An interval-based model for stochastic optimal scheduling of multi carrier energy hubs in the presence of multiple sources of uncertainty

Multi-carrier energy hubs (MCEHs) are an innovative concept capable of meeting various types of energy demand simultaneously. MCEHs involve numerous components, many of which have varying degrees of uncertainty. Therefore, a detailed model is essential for managing the energy needs of MCEHs while addressing these uncertainties. This paper proposes a novel MCEH optimization model that incorporates renewable energy resources and addresses the uncertainty associated with an electric vehicle parking lot (EVPL), renewable energy generation, and multi-energy consumption, assessing their impacts on the operational cost of the hubs.
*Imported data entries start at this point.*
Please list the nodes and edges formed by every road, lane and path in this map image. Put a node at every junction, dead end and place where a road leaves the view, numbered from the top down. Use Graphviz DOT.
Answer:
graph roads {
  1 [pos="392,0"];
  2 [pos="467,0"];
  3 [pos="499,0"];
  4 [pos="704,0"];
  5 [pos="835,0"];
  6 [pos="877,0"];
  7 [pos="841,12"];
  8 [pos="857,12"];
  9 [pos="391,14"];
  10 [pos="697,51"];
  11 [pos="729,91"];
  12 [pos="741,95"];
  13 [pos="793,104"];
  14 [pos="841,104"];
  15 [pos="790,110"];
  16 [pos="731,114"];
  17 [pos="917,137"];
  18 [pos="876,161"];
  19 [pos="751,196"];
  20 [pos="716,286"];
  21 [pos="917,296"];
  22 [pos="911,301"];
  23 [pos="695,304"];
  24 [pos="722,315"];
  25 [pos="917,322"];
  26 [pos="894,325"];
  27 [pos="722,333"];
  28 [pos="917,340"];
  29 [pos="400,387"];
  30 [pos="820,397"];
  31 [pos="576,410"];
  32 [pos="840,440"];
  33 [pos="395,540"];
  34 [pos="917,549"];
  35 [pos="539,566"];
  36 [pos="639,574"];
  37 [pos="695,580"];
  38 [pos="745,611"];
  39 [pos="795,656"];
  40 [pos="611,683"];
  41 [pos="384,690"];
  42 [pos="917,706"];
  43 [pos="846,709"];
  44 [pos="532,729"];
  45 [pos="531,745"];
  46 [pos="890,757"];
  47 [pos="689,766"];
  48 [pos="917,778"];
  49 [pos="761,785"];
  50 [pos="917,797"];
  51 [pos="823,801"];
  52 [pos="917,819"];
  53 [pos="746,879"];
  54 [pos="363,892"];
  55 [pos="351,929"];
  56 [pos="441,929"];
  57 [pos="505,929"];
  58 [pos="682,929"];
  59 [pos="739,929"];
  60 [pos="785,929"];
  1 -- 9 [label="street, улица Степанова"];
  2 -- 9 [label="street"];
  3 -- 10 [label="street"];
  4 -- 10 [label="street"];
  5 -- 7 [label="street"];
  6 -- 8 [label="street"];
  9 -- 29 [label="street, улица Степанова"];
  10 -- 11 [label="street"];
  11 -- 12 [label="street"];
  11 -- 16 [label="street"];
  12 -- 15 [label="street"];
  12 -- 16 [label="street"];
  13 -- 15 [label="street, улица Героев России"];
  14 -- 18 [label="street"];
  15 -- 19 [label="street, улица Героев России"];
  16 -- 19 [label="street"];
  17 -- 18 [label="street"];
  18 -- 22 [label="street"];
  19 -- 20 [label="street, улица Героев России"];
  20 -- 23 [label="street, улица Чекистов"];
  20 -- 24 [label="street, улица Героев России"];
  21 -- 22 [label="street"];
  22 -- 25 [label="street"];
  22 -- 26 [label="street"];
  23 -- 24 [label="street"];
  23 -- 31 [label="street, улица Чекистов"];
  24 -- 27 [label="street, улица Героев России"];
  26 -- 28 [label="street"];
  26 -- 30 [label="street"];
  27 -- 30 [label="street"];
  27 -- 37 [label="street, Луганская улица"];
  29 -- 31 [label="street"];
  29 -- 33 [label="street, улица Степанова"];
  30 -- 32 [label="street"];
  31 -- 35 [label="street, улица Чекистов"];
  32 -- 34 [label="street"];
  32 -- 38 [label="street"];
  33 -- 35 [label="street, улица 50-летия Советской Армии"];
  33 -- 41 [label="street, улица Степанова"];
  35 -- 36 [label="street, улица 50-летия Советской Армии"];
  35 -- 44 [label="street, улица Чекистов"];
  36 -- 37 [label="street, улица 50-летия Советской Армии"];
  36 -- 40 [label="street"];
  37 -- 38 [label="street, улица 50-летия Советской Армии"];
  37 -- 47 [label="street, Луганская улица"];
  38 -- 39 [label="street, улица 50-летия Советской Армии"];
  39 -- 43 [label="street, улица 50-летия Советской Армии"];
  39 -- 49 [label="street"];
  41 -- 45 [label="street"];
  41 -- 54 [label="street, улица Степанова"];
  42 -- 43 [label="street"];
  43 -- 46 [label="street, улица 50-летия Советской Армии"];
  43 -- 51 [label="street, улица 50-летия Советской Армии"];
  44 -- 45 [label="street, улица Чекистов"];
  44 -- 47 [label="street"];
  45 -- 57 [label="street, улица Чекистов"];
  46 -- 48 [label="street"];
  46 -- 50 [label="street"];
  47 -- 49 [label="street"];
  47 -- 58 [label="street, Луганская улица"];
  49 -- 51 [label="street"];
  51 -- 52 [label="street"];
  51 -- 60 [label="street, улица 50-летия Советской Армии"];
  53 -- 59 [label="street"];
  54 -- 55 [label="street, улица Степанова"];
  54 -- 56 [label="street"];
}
The model considers three types of energy inputs: electrical power, gas, and water, corresponding to three types of demands met by various resources. Furthermore, the hubs are capable of trading electrical energy with each other and with the external grid. To reduce carbon emissions, hydrogen vehicles and EVs are utilized, enhancing the operational efficiency of the multi-hub system. This study models the uncertainty of EVPLs, renewable energy generation, and multi-energy consumption using a stochastic, scenario-based approach. An interval-based approach is employed to address the uncertainty of retail electricity prices. The numerical results demonstrate the effectiveness of the proposed multi-energy, multi-hub management strategy, achieving a 19.48 % reduction in operational costs. However, the mean overall operational cost increased by 2.54 %.